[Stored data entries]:
= = = =

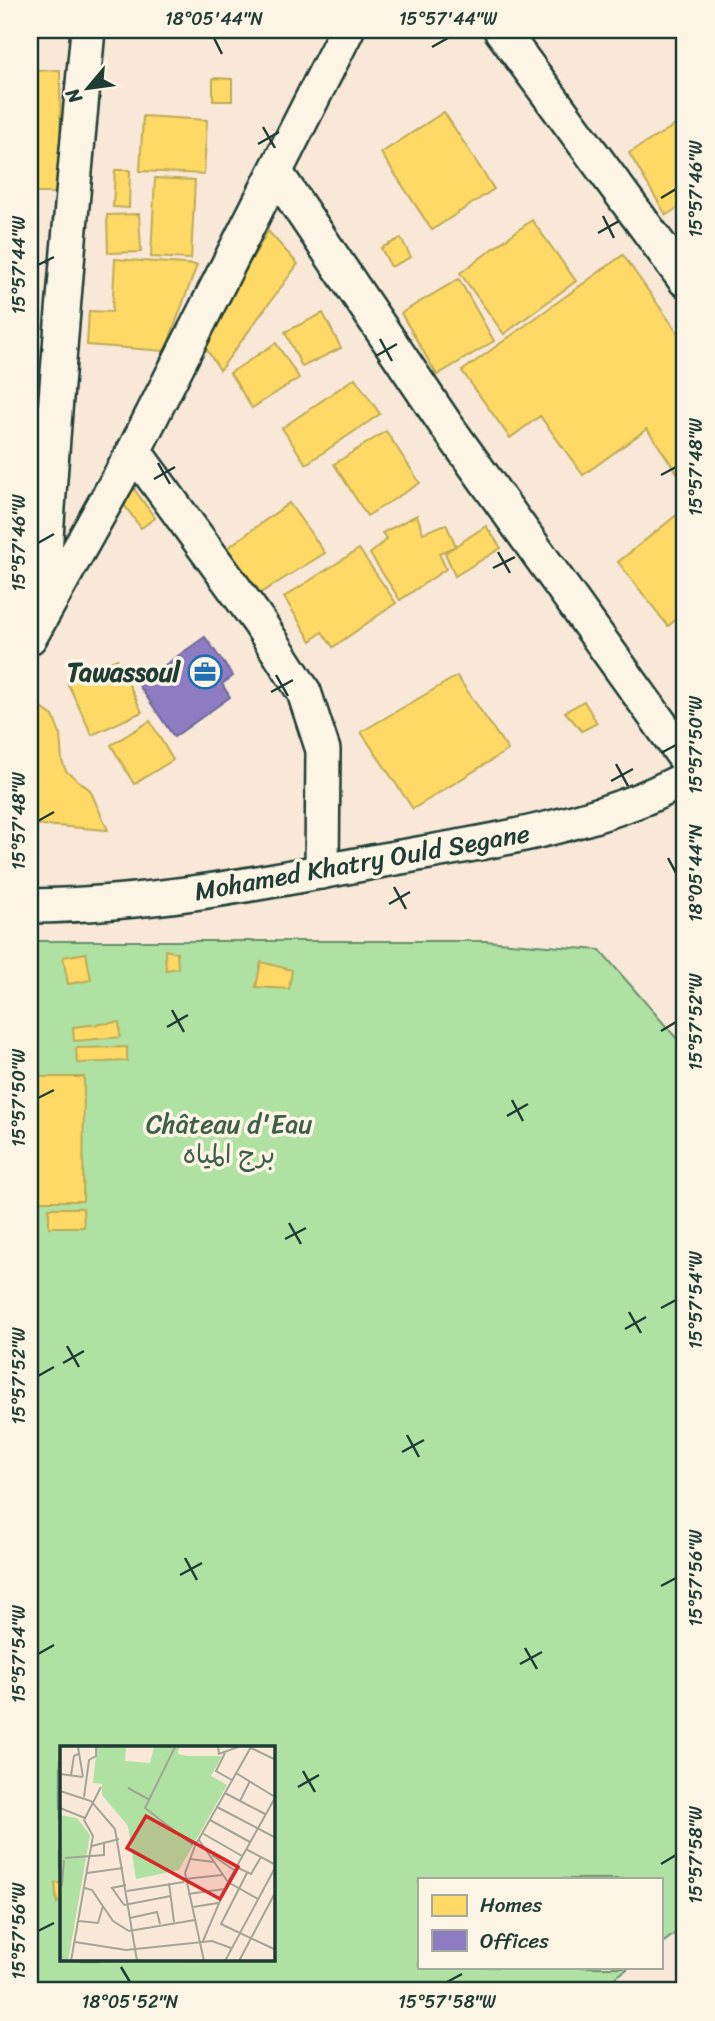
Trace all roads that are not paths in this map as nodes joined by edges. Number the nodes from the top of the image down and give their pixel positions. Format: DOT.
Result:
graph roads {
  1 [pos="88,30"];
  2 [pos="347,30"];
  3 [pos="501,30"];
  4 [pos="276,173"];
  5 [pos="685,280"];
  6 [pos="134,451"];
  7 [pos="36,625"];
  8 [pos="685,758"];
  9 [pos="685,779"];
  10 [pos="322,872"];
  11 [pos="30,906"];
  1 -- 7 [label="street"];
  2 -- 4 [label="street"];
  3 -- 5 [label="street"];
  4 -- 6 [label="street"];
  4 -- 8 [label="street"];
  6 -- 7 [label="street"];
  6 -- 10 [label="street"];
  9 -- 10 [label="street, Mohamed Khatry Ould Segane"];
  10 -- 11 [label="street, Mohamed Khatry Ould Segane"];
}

= = = =

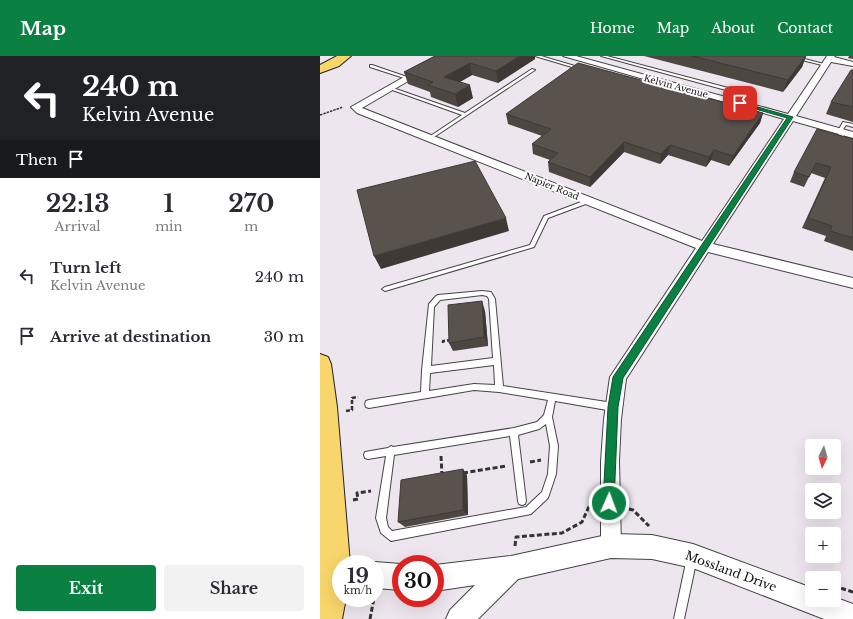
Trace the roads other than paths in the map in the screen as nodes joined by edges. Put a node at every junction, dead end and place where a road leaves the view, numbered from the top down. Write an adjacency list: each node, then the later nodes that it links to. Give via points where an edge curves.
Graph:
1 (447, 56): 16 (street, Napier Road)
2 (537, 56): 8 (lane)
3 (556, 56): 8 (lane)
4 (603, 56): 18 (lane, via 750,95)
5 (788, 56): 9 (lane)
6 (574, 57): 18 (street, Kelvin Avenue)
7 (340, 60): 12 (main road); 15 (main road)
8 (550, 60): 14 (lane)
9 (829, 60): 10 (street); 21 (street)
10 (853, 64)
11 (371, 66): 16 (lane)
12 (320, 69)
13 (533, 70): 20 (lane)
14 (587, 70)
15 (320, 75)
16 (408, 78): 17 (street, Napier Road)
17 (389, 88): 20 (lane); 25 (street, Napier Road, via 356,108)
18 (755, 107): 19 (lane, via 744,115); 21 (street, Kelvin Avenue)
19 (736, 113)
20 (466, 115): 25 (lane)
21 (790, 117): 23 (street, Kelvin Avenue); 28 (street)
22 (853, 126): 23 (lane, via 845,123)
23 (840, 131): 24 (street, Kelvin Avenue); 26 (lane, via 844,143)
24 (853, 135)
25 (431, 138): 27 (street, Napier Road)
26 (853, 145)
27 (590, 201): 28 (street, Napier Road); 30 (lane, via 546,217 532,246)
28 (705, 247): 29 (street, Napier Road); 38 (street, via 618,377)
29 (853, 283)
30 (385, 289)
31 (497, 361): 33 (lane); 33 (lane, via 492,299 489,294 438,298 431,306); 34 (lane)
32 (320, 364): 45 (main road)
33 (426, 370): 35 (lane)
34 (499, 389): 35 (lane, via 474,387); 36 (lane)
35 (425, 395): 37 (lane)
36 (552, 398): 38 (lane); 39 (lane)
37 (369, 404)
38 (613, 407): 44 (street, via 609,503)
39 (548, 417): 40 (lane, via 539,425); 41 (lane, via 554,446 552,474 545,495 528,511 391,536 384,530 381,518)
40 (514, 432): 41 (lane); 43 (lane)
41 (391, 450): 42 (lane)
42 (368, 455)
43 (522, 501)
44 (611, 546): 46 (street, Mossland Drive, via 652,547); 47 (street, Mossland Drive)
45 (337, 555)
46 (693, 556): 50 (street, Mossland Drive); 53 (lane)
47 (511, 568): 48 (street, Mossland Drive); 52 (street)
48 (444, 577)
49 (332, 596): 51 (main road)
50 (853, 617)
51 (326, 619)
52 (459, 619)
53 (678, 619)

= = = =

[What you have to do]:
Count up the lines in the entries above where the word "edges" appears, and give the figure with nothing added.

[Response area]:
2